The researchers found that the children's whose "brain maps" matched the adults more closely while watching the show were more likely to score better on the IQ tests.

However, when the researchers scanned the children's brains while they did a simple task of matching faces, numbers, words or shapes, the patterns seen in their brain did not provide any information that related to how well they did on the IQ tests.

This told the scientists that "natural" real-life learning, such as that on Sesame Street, is important for understanding the brain's mapping rather than the images created when children did made-up tasks that were similar to learning.

"Our data show that children’s neural responses while watching complex real-world stimuli predict their cognitive abilities in a content-specific manner," the researchers wrote.

That means the parts of the brain that were active while they watched the program gave the scientists information that linked to how well they performed on the different parts of the IQ test.

The children who had more activity in one area of the brain called the "Broca area" did better on the verbal skills on the IQ test. The Broca area is related to speech and language.

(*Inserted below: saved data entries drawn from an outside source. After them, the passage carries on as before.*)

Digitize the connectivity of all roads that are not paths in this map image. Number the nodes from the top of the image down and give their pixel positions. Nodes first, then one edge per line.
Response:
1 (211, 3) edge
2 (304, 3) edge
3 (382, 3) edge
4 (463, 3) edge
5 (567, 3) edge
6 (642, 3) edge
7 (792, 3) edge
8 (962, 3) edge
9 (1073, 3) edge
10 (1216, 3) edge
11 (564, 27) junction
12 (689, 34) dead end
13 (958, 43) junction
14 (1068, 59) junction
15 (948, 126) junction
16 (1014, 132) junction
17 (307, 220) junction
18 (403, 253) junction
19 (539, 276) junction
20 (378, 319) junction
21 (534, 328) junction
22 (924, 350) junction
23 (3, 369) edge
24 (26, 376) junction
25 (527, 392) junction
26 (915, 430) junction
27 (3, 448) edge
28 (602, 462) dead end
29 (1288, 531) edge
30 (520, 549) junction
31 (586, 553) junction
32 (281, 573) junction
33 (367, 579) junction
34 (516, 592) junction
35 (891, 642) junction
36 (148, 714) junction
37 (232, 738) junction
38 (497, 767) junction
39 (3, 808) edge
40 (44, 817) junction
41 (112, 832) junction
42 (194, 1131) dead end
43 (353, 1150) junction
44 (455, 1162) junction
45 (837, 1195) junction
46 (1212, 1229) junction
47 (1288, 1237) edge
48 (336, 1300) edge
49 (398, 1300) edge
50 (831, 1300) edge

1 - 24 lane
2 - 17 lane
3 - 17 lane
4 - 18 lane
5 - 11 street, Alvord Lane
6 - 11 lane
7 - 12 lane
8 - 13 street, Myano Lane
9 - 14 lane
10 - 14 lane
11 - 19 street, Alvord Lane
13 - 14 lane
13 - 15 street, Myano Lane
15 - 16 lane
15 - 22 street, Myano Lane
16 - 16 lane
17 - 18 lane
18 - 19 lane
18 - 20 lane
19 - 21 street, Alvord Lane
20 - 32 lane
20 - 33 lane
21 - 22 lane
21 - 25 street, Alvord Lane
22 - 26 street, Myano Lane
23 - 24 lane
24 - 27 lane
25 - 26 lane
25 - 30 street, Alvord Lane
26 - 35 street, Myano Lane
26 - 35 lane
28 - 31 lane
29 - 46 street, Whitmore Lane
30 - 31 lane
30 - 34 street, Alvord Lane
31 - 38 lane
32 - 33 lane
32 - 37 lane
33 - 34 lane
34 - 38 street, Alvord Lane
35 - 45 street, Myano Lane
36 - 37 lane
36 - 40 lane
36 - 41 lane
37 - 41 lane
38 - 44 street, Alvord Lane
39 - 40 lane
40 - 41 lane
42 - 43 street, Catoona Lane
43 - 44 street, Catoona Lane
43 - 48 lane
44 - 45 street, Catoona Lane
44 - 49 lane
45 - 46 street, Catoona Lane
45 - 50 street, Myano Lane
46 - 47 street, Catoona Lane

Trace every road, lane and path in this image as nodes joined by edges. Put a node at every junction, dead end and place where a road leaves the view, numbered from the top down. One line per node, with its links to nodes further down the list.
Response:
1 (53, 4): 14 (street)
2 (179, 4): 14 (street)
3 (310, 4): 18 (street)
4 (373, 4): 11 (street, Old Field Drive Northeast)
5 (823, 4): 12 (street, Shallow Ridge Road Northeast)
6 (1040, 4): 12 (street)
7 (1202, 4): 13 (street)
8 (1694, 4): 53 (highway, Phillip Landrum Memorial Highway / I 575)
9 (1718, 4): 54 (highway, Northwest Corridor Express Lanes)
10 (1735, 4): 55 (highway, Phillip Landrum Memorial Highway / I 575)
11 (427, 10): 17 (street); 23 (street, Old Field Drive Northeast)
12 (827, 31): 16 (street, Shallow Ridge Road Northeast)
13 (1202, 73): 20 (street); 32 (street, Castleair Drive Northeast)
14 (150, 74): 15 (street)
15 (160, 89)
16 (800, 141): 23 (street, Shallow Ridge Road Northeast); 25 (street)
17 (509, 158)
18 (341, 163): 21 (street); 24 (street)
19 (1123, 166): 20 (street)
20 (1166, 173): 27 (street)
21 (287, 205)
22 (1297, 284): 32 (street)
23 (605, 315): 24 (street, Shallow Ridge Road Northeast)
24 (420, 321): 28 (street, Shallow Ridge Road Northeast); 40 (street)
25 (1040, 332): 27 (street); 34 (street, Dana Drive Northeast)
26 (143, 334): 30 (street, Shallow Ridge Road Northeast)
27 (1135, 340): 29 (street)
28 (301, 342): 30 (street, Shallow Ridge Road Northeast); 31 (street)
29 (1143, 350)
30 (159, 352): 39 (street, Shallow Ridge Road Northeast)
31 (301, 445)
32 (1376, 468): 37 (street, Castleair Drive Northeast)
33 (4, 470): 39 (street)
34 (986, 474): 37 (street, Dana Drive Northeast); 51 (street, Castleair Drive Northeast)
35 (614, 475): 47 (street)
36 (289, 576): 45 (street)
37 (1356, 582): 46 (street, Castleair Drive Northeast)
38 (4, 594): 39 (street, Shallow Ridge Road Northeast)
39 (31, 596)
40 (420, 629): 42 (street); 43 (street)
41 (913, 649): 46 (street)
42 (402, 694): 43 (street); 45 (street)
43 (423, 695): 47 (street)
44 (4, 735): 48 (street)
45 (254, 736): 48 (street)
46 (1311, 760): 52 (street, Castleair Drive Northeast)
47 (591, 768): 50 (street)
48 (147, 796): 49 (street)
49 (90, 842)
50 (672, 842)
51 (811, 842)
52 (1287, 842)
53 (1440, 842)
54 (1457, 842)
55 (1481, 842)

The area that was linked to better math scores is called the intraparietal sulcus. It is the part of the brain that helps process numbers.

The researchers hope that learning more about the brains of children while they are learning might help with future learning disability identification.

"Psychologists have behavioral tests for trying to get the bottom of learning impairments, but these new imaging studies provide a totally independent source of information about children's learning based on what's happening in the brain," Dr. Cantlon said.

Of course, another thing the researchers learned is that Sesame Street really is educational. That means other television programs might be as well.

"It's not the case that if you put a child in front of an educational TV program that nothing is happening–that the brain just sort of zones out," Dr. Cantlon said. "Instead, what we see is that the patterns of neural activity that children are showing are meaningful and related to their intellectual abilities."

That does not mean that children should spend a great deal of time in front of the television. But when they are watching television, watching educational shows like Sesame Street may be a good option.

The fMRI scans that were done on the children do not involve radiation and other risks are minimal, such as a malfunction from medical devices from the magnet only if a person already has a medical device inside their body.

Or if a person is injected with a "contrast material" to help the scientists see the brain better, rare allergic reactions are possible.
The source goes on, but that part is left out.